■ **WHAT NEEDS TO BE DONE**: Reproduce word for word the lines from the beginning of the entries to the line with "middle pip: (963, 908)", both included, but none of the pictures.

Data entries
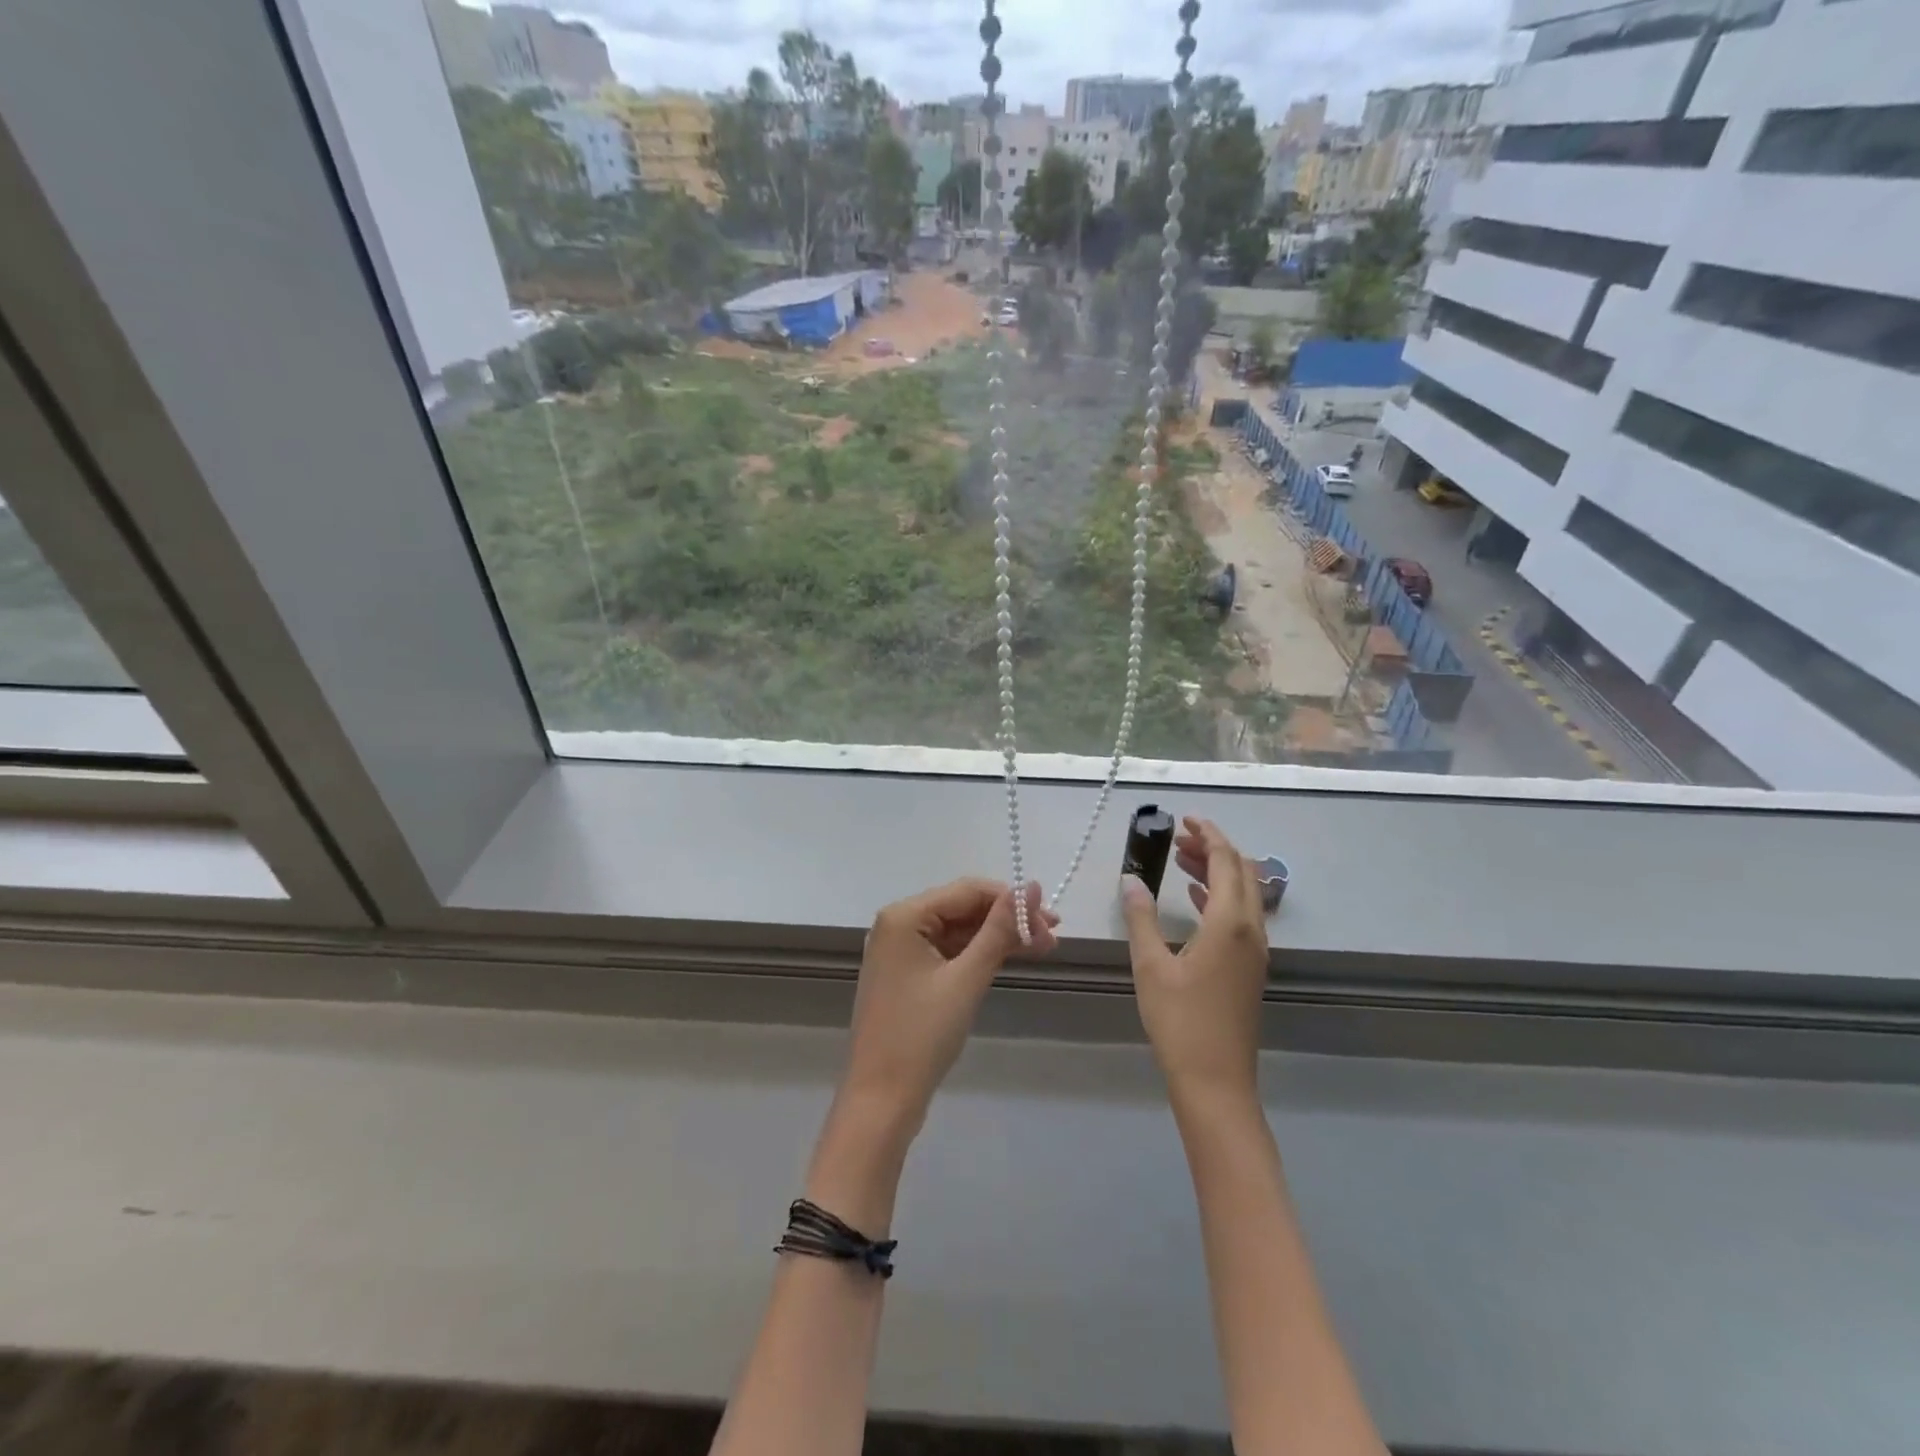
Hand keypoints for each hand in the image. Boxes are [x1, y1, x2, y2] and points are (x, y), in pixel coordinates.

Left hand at [835, 878, 1058, 1144]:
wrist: (881, 1099)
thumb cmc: (922, 1036)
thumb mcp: (967, 978)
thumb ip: (1000, 930)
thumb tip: (1031, 887)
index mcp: (904, 916)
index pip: (968, 891)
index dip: (1012, 901)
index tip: (1052, 921)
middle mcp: (898, 924)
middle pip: (963, 908)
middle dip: (1008, 920)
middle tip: (1053, 938)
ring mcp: (900, 950)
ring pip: (958, 930)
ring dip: (997, 937)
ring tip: (1043, 949)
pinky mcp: (907, 974)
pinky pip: (948, 950)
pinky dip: (978, 954)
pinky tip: (1008, 959)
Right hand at [1120, 817, 1268, 1109]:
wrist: (1216, 1082)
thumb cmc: (1180, 1021)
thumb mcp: (1150, 965)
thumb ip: (1140, 917)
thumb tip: (1130, 880)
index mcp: (1230, 923)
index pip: (1226, 861)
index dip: (1207, 834)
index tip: (1185, 818)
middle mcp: (1251, 931)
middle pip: (1242, 872)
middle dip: (1213, 848)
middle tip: (1177, 838)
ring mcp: (1255, 951)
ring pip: (1244, 894)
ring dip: (1217, 872)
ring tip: (1180, 861)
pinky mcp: (1250, 968)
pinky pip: (1241, 916)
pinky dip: (1220, 897)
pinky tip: (1195, 900)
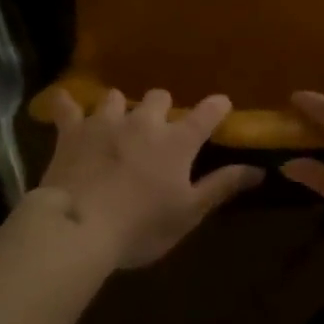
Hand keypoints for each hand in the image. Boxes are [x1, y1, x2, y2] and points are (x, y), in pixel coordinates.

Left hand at [36, 88, 259, 268]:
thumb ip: (222, 186)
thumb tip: (259, 169)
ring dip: (120, 107)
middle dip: (162, 107)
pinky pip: (68, 106)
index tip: (222, 104)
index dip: (216, 107)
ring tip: (117, 122)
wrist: (80, 227)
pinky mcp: (73, 130)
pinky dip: (68, 105)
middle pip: (159, 97)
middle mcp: (143, 122)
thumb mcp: (188, 213)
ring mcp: (105, 122)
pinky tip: (65, 103)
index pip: (206, 114)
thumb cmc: (141, 226)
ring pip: (116, 97)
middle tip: (160, 127)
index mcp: (176, 142)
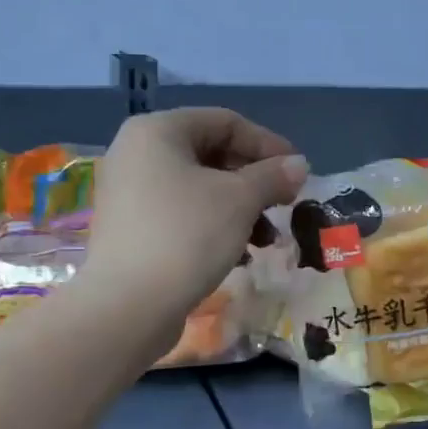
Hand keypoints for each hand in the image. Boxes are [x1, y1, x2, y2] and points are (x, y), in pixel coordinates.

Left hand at [82, 108, 308, 351]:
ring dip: (240, 208)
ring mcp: (129, 192)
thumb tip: (299, 165)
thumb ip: (272, 176)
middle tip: (285, 204)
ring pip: (199, 187)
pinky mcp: (131, 228)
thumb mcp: (240, 200)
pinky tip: (239, 254)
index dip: (268, 144)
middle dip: (254, 180)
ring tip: (267, 239)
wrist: (127, 306)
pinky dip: (214, 225)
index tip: (297, 172)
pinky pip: (182, 213)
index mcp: (157, 131)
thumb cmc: (186, 235)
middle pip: (211, 154)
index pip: (226, 122)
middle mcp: (137, 152)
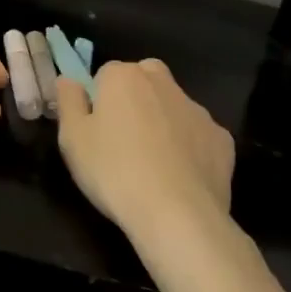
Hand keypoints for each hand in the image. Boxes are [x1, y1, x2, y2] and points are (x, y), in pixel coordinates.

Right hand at [54, 59, 234, 240]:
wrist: (178, 217)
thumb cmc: (114, 172)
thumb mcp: (72, 139)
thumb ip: (68, 101)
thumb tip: (69, 80)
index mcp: (124, 77)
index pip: (105, 74)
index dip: (99, 100)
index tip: (96, 130)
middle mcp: (163, 83)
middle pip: (144, 79)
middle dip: (135, 99)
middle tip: (124, 139)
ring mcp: (197, 110)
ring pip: (173, 106)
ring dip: (163, 122)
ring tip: (153, 164)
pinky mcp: (222, 139)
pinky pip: (198, 135)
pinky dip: (190, 148)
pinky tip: (181, 177)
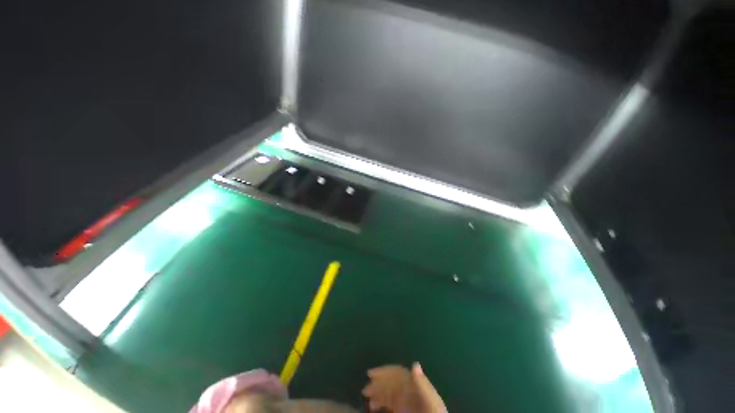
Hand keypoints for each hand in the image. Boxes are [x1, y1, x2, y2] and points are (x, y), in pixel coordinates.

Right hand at [362, 363, 446, 412]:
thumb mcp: (430, 401)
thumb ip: (422, 384)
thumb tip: (414, 364)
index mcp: (416, 384)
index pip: (398, 373)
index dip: (384, 371)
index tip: (370, 374)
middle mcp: (410, 390)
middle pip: (392, 382)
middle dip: (378, 384)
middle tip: (365, 390)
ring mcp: (407, 401)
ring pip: (389, 393)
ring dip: (378, 394)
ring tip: (367, 399)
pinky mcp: (403, 410)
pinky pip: (391, 403)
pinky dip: (382, 403)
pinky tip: (374, 406)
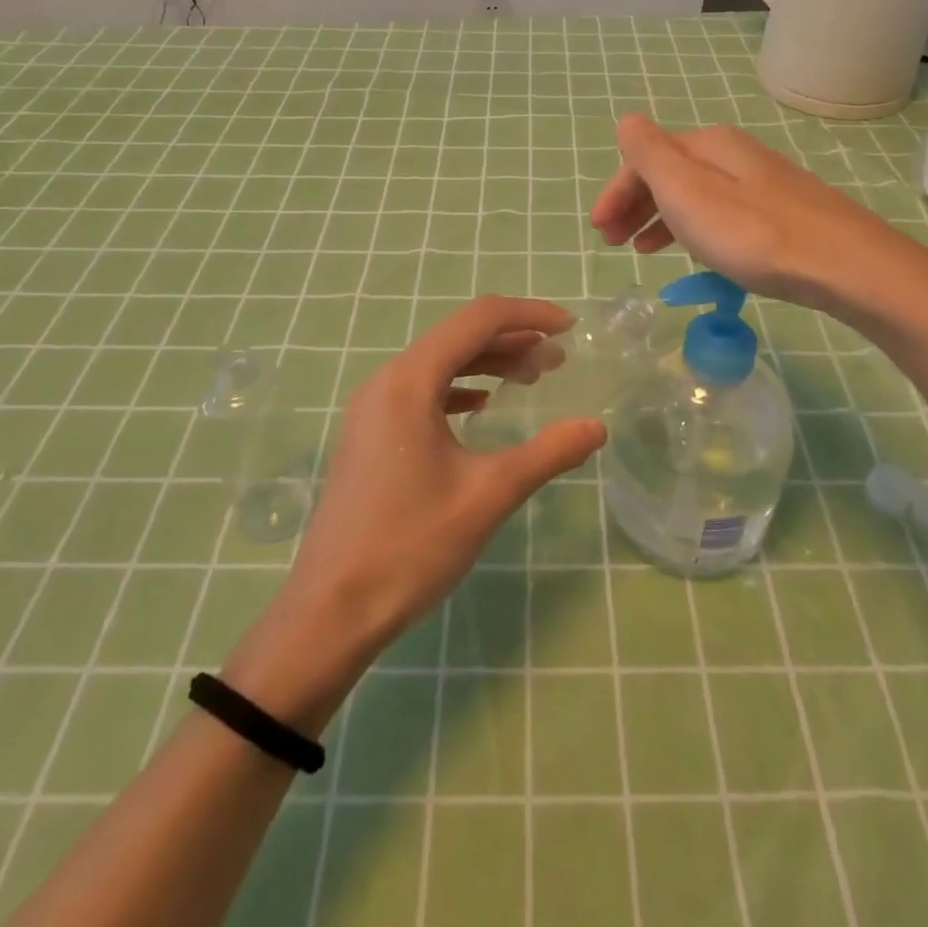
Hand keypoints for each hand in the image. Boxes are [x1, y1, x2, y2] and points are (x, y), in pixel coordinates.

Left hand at [277, 295, 606, 663]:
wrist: (330, 611)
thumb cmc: (411, 545)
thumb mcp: (489, 495)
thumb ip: (548, 453)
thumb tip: (596, 428)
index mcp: (410, 380)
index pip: (478, 319)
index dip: (529, 315)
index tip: (570, 329)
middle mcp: (386, 380)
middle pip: (457, 337)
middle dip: (512, 340)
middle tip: (559, 361)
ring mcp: (372, 407)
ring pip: (439, 364)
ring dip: (487, 363)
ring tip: (532, 378)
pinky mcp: (369, 433)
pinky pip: (421, 391)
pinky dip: (459, 388)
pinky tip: (482, 406)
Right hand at [590, 114, 927, 329]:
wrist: (844, 265)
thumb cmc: (752, 233)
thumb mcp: (687, 191)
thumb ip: (651, 154)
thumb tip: (627, 120)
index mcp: (708, 146)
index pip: (646, 160)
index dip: (616, 192)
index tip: (599, 231)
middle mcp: (734, 155)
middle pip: (670, 174)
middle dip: (635, 205)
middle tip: (613, 242)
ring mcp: (761, 183)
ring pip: (695, 195)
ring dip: (660, 218)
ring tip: (643, 250)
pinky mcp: (781, 213)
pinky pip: (720, 213)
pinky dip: (694, 228)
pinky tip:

■ **WRITTEN SOLUTION**:
Hand keypoints for each hand in the image. Boxes are [x1, y1, x2, y2] and points are (x, y), in pixel coordinates.

Left hand at [835, 878, 1058, 1144]:
wrist: (881, 1099)
thumb cmc: (922, 1036)
thumb mcp: (967, 978)
thumb ip: (1000, 930)
thumb tip: (1031, 887)
index mcp: (904, 916)
index pip: (968, 891)
index dip: (1012, 901)
index tip: (1052, 921)
middle mcp: (898, 924)
middle pip: (963, 908)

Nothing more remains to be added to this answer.